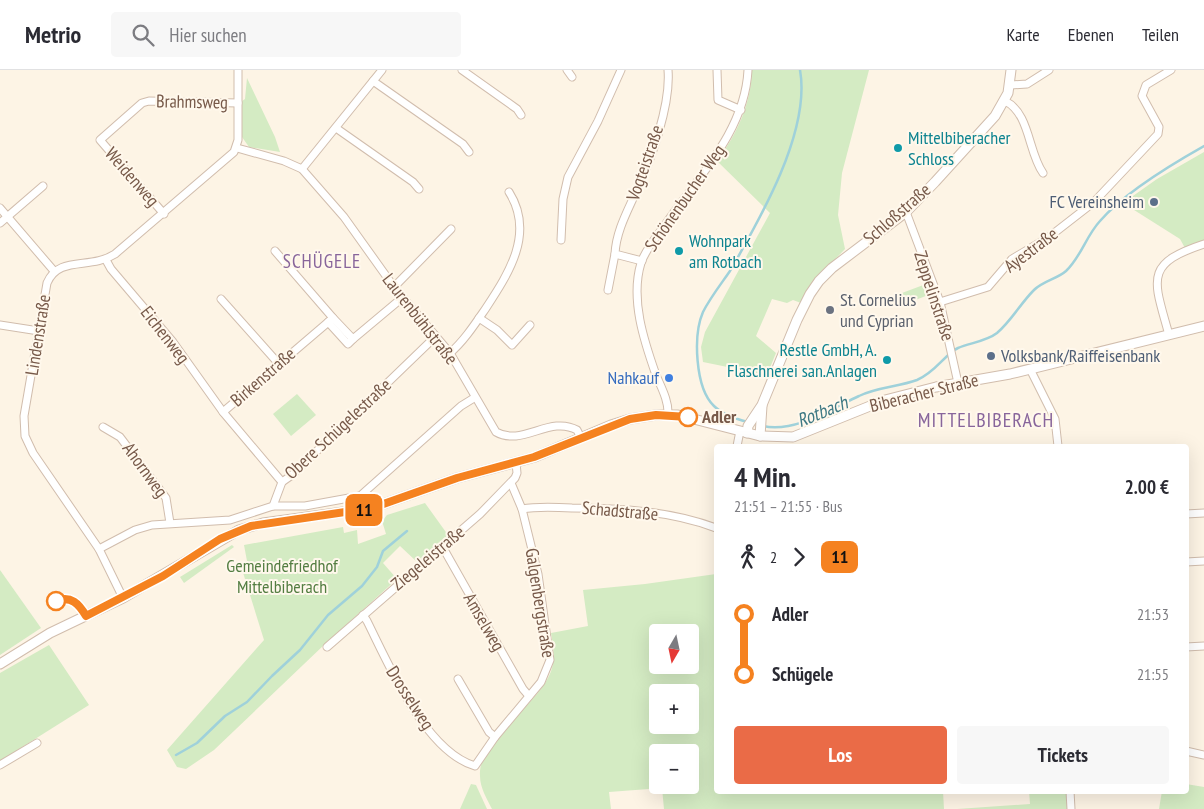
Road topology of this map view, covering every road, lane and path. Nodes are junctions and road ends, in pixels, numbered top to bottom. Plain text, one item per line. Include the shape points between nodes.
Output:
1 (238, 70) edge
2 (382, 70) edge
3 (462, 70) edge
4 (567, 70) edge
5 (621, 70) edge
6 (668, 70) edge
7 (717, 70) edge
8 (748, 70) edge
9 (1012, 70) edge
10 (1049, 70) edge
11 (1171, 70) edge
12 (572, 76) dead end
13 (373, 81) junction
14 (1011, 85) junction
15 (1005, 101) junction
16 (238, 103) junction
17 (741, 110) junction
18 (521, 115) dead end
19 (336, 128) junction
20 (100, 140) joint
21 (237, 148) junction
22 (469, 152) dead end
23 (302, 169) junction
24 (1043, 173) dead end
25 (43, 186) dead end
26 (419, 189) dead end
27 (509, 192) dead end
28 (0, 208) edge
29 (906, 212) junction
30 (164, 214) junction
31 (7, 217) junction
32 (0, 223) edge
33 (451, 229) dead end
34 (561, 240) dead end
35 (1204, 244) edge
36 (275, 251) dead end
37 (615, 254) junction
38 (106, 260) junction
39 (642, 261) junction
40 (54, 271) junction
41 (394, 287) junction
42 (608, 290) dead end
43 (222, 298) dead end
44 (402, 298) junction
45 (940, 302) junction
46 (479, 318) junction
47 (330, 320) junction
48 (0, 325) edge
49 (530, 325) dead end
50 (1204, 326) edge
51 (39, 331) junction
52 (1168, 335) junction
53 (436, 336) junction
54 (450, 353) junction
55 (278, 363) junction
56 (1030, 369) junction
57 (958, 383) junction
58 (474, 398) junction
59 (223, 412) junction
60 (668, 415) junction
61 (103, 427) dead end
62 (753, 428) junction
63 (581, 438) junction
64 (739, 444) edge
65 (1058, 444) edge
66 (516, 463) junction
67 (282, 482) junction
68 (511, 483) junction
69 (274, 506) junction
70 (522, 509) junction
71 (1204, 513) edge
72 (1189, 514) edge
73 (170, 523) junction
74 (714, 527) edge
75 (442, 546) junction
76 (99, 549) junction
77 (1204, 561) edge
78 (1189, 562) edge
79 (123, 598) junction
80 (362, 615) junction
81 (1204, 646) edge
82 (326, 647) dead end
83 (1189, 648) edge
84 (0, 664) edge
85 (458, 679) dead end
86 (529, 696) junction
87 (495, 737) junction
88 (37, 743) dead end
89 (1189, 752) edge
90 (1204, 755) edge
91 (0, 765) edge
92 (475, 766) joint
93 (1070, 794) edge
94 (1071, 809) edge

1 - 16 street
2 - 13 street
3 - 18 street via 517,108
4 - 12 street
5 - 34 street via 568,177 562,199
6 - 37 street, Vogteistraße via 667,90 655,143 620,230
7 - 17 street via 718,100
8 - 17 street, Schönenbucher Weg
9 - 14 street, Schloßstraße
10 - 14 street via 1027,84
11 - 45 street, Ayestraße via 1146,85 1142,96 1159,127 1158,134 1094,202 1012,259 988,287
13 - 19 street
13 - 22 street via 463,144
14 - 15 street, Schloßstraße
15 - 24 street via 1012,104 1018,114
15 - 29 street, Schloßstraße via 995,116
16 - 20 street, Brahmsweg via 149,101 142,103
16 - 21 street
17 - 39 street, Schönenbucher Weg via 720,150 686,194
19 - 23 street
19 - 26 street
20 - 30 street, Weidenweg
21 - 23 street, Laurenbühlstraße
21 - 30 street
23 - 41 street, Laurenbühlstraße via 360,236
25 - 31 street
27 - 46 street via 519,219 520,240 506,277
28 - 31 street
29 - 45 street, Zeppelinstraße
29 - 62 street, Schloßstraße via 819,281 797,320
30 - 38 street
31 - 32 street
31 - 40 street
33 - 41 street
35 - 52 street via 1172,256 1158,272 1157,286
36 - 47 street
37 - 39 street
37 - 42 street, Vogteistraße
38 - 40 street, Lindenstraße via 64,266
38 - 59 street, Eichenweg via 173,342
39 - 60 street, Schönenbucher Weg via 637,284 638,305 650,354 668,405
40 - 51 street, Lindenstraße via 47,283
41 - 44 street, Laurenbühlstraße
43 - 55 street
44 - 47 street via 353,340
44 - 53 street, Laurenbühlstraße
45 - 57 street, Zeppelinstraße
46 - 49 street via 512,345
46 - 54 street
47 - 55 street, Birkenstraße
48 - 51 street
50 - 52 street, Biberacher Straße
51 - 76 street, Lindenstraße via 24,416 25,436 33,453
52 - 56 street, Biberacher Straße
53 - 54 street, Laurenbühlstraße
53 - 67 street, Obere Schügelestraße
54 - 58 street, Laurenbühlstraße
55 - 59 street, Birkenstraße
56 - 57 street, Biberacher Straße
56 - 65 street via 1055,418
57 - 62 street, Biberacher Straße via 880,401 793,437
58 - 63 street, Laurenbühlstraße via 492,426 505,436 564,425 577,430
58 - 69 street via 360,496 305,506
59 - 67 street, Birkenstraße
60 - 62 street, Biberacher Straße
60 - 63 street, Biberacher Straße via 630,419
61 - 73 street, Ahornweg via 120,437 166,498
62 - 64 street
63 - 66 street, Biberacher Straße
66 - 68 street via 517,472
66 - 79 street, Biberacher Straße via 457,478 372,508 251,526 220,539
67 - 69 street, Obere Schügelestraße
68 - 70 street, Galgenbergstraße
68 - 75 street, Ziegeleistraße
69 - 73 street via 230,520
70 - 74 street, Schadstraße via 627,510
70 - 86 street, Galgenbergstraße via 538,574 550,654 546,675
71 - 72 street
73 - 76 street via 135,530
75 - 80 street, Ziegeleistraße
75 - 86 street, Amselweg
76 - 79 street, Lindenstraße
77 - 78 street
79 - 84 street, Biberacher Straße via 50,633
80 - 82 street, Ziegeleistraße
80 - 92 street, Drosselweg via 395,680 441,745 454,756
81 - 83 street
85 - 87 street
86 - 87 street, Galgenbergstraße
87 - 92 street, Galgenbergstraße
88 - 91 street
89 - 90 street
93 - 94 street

_ _ _ _

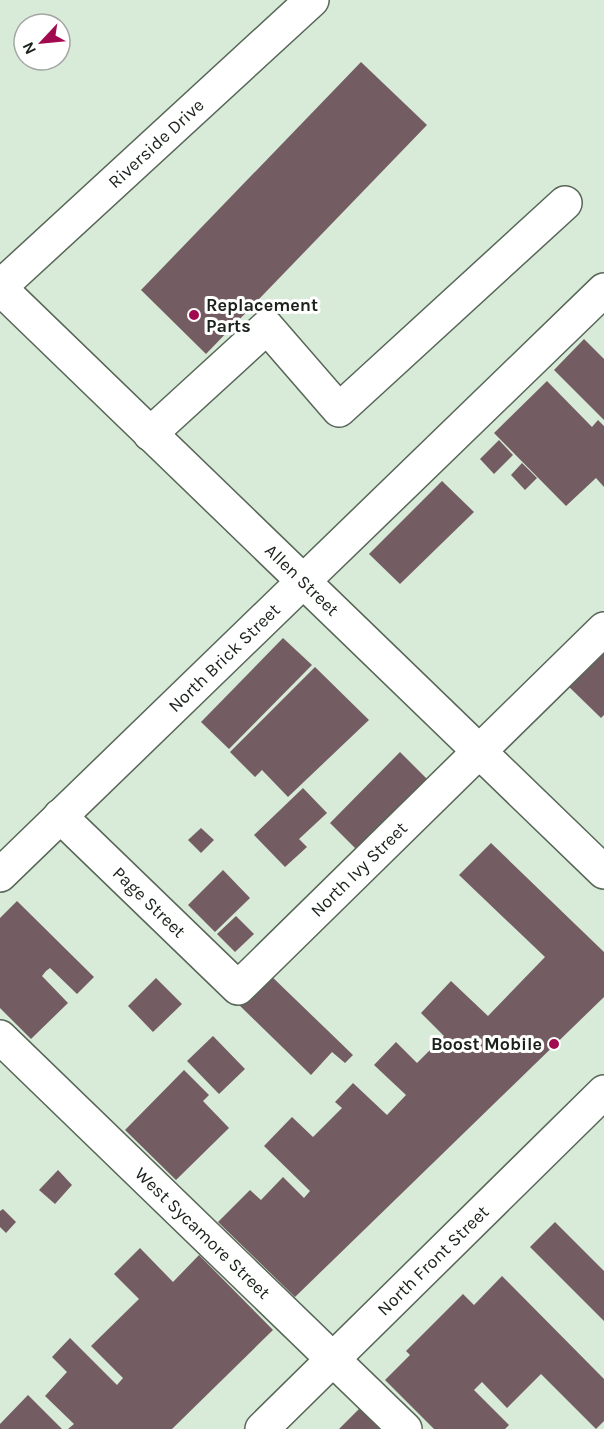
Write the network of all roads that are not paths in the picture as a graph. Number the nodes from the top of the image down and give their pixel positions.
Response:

_ _ _ _

EXERCISE GOAL → Every line in the material above that has the word "nodes" should be copied.

RESPONSE TO THE EXERCISE →
Road topology of this map view, covering every road, lane and path. Nodes are junctions and road ends, in pixels, numbered top to bottom. Plain text, one item per line. Include the shape points between nodes.
Write the network of all roads that are not paths in the picture as a graph. Number the nodes from the top of the image down and give their pixel positions.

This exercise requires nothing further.